# Running Tito in MH



## hotel4dogs (Sep 29, 2008)

Dan said there's no reason I can't have Tito ready to run MH by mid-April. He said all I have to do is move to FL and train every single day between now and then :
Oh Annnnnnnn-nnnnney , got room for me and my pooch???

edit to add...lest you guys think I'm insane or you think I might think Tito is that far along, it just came up because Dan is running some MH tests in mid-April, and he asked me if I was going to run the tests with him. I thought he meant MASTER, lol, so I said heck no, and that's what brought out the above comment


----------



## Kmullen (Feb 17, 2010)

HaHa too funny  Why not?? He just might excel in the next few months!! I would love to run Remi in SH in April/May...but have to get this CH finished first!!


----------



## hotel4dogs (Sep 29, 2008)

I would like to run Tito in SH in April/May, too, but that's pretty early in the year for us. Our water season doesn't really start until April 1st here, and his water blinds are, well, not good.


----------



## MarieP (Aug 21, 2011)

I'M COMING WITH YOU TO FLORIDA!!!! haha! just kidding. I wish I could drop everything and go (just like you wish too). Training everyday... ::sigh:: That would be the life.

But on another note, I hope you are planning on running him in MH at some point! I loved seeing him pick up the goose. Riot still isn't sure about pigeons.


----------



## hotel4dogs (Sep 29, 2008)

I plan to keep going with Tito in field as long as he and I are both enjoying it. I would guess we will keep going thru master, as much as we both are loving it. But I'm not making that commitment to myself or to him right now, our goal is to go as far as we can go while we're having fun. 
That's been my goal with all the dog sports with Tito. To go as far as we can go while we are both enjoying doing it. That's why we retired from obedience with the AKC UDX and the UKC UD, neither of us was really into it any more. Will we ever go back for an OTCH? Maybe. But for now, we both had had it with obedience. I'd had it with the breed ring, so we quit with the CH rather than trying to get a grand championship. And so on. Right now we are LOVING agility and field.


----------



## gdgli (Aug 24, 2011)

hotel4dogs said:


> I plan to keep going with Tito in field as long as he and I are both enjoying it. I would guess we will keep going thru master, as much as we both are loving it. But I'm not making that commitment to myself or to him right now, our goal is to go as far as we can go while we're having fun.
> That's been my goal with all the dog sports with Tito. To go as far as we can go while we are both enjoying doing it. That's why we retired from obedience with the AKC UDX and the UKC UD, neither of us was really into it any more. Will we ever go back for an OTCH? Maybe. But for now, we both had had it with obedience. I'd had it with the breed ring, so we quit with the CH rather than trying to get a grand championship. And so on. Right now we are LOVING agility and field.

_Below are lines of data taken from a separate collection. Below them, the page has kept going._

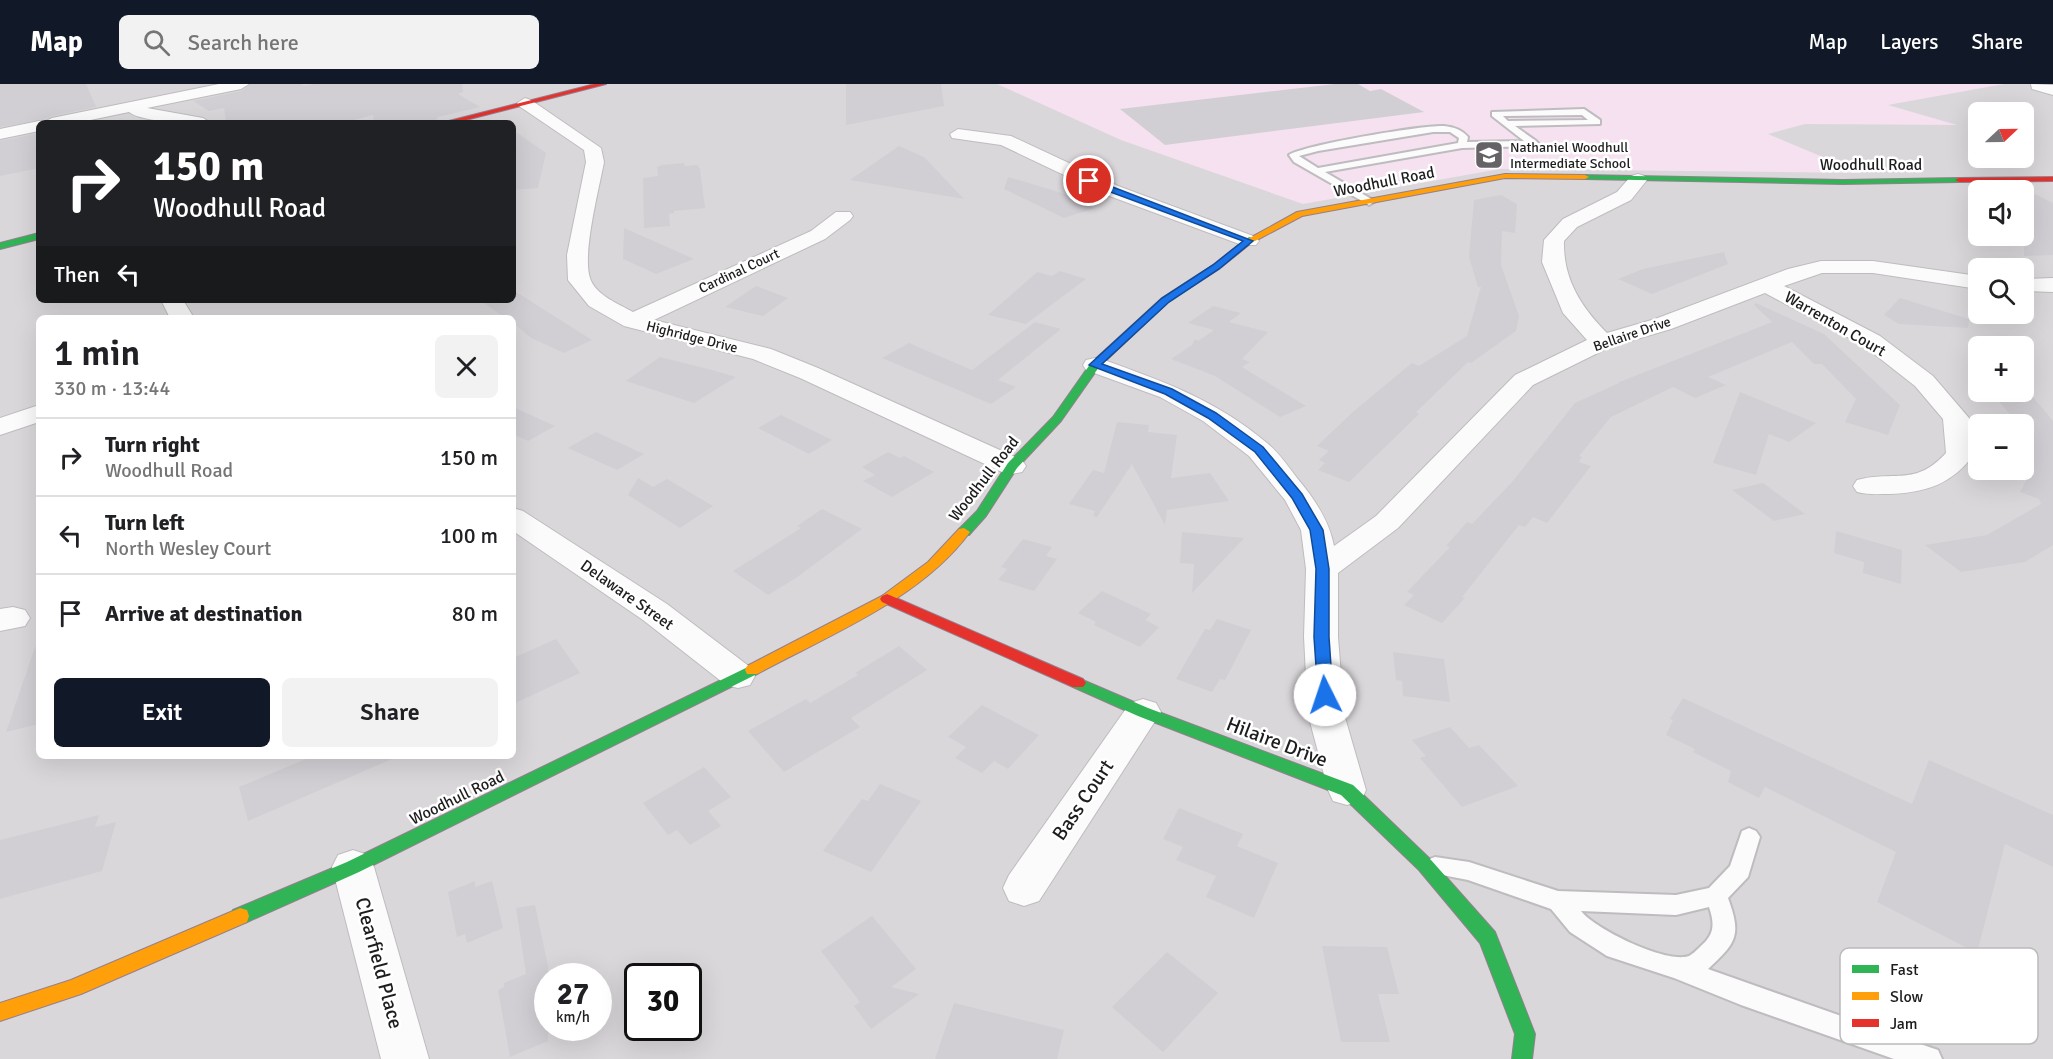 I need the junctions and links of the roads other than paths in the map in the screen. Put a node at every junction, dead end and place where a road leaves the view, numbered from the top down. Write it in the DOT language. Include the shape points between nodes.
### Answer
graph roads {
  1 [pos="240,84"];
  2 [pos="603,84"];
  3 [pos="2037,86"];
  4 [pos="2053,90"];
  5 [pos="525,103"];
  6 [pos="124,107"];
  7 [pos="66,120"];
  8 [pos="188,120"];
  9 [pos="457,120"];
  10 [pos="1506,124"];
  11 [pos="36,127"];
  12 [pos="0,134"];
  13 [pos="958,134"];
  14 [pos="1462,144"];
  15 [pos="1317,171"];
  16 [pos="2053,179"];
  17 [pos="1638,180"];
  18 [pos="1369,202"];
  19 [pos="843,216"];
  20 [pos="36,237"];
  21 [pos="1249,241"];
  22 [pos="0,246"];
  23 [pos="1968,281"];
  24 [pos="1766,285"];
  25 [pos="2034,285"];
  26 [pos="2053,285"];
  27 [pos="632,321"];
  28 [pos="1602,342"];
  29 [pos="1095,365"];
  30 [pos="36,414"];
  31 [pos="0,427"];
  32 [pos="1012,466"];
  33 [pos="1867,486"];
  34 [pos="516,519"];
  35 [pos="1322,569"];
  36 [pos="887,599"];
  37 [pos="738,676"];
  38 [pos="1143,712"];
  39 [pos="1347,790"];
  40 [pos="1749,837"];
  41 [pos="1425,865"];
  42 [pos="353,867"];
  43 [pos="1024,888"];
  44 [pos="1716,896"];
  45 [pos="1558,901"];
  46 [pos="1677,968"];
  47 [pos="0,1012"];
  48 [pos="1840,1028"];
  49 [pos="1886,1044"];
  50 [pos="405,1059"];
  51 [pos="1522,1059"];
  52 [pos="1929,1059"];
  1 -- 6 [label="street"];
  2 -- 5 [label="street"];
  3 -- 4 [label="street"];
  5 -- 9 [label="street"];
  5 -- 27 [label="street, Highridge Drive" via="592,148 595,162 577,255 579,280 597,301"];
  6 -- 7 [label="street"];
  6 -- 8 [label="street"];
  10 -- 10 [label="lane" via="1586,122 1597,122 1584,112 1495,114"];
  10 -- 14 [label="lane" via="1533,143"];
  11 -- 12 [label="street"];
  13 -- 21 [label="street" via="1005,140 1111,190"];
  14 -- 15 [label="lane"];
  14 -- 15 [label="lane" via="1464,137 1448,128 1294,155"];
  15 -- 18 [label="lane"];
  16 -- 17 [label="street, Woodhull Road"];
  17 -- 18 [label="street, Woodhull Road" via="1505,176"];
  17 -- 28 [label="street" via="1624,196 1570,223 1554,240 1553,262 1574,313"];
  18 -- 21 [label="street, Woodhull Road" via="1300,214"];
  19 -- 27 [label="street, Cardinal Court" via="818,235"];
  20 -- 22 [label="street"];
  21 -- 29 [label="street, Woodhull Road" via="1165,300"];
  23 -- 24 [label="street, Bellaire Drive" via="1873,267 1821,267"];
  24 -- 28 [label="street, Bellaire Drive" via="1663,324"];
  24 -- 33 [label="street, Warrenton Court" via="1872,342 1924,381 1956,418 1960,454 1948,470 1928,482"];
  25 -- 26 [label="street"];
  27 -- 32 [label="street, Highridge Drive" via="762,354"];
  28 -- 35 [label="street, Bellaire Drive" via="1524,380 1387,522"];
  29 -- 32 [label="street, Woodhull Road" via="1057,419"];
  29 -- 35 [label="street" via="1168,392 1212,415 1259,450 1298,497 1316,530"];
  30 -- 31 [label="street"];
  32 -- 36 [label="street, Woodhull Road" via="982,513 933,565"];
  34 -- 37 [label="street, Delaware Street" via="655,612"];
  35 -- 39 [label="street" via="1326,714"];
  36 -- 37 [label="street, Woodhull Road"];
  36 -- 38 [label="street, Hilaire Drive"];
  37 -- 42 [label="street, Woodhull Road"];
  38 -- 39 [label="street, Hilaire Drive"];
  38 -- 43 [label="street, Bass Court"];
  39 -- 41 [label="street, Hilaire Drive"];
  40 -- 44 [label="lane" via="1740,870"];
  41 -- 45 [label="lane" via="1469,871"];
  41 -- 51 [label="street, Hilaire Drive" via="1488,938 1524,1034"];
  42 -- 47 [label="street, Woodhull Road" via="74,988"];
  42 -- 50 [label="street, Clearfield Place"];
  44 -- 45 [label="lane" via="1676,904"];
  44 -- 46 [label="lane" via="1725,921 1721,942 1695,966"];
  45 -- 46 [label="lane" via="1578,925 1616,950"];
  46 -- 48 [label="lane"];
  49 -- 52 [label="lane"];
}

Too bad you don't campaign Tito out this way. You would really like our hunt tests and the atmosphere of Long Island.


----------



## K9-Design (Jan 18, 2009)

OMG Barb I almost reached through the screen and smacked you. I'm nervous about having Slater ready for senior by the spring, much less master! GOOD LORD! LOL
There are dogs that can advance that fast but none of them live in my house!
But you are welcome to come down and train every day over the winter


----------



## hotel4dogs (Sep 29, 2008)

if it weren't such a far commute, OR I didn't have to work for a living, I'd be packing my bags right now!


----------



## AmberSunrise (Apr 1, 2009)

Every time I see this post I have to agree that Tito does wear a cape LOL He is an amazing dog - okay, so you won't be running Master just yet, but probably soon


----------



## hotel4dogs (Sep 29, 2008)

well I made it to FL.
Only problem is Tito is not here, so it will be rather hard to train!


----------



## MarieP (Aug 21, 2011)

hotel4dogs said:


> well I made it to FL.
> Only problem is Tito is not here, so it will be rather hard to train!

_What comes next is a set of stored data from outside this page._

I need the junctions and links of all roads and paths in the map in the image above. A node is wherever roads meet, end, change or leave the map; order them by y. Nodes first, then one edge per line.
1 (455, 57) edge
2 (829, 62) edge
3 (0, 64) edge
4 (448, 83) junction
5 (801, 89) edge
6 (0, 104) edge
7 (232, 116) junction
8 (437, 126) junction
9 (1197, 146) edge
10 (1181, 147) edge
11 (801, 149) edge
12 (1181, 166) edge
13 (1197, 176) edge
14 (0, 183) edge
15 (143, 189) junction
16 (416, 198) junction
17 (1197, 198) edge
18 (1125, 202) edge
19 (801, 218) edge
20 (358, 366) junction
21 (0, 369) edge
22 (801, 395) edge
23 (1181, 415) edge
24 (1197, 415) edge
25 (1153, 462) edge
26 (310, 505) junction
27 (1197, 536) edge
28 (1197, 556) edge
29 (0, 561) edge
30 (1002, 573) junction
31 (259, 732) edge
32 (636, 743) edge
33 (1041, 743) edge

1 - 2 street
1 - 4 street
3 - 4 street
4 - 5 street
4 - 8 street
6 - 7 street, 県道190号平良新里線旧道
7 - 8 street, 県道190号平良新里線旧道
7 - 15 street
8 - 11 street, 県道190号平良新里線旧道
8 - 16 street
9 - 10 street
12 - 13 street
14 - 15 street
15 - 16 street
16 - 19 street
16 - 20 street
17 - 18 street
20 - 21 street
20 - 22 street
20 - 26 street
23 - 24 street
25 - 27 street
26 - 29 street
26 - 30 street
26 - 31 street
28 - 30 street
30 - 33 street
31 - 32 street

Oh yeah!! I hope you are enjoying the start of your vacation!!!


----------



## hotel4dogs (Sep 29, 2008)

well at the moment I'm waiting for my son to get home from work, then we will go grocery shopping. He has to work tomorrow, so I will do "kitchen duty" all day. Then after that he's off, and we can relax and do some stuff!


----------



## boomers_dawn (Sep 20, 2009)

made me laugh


----------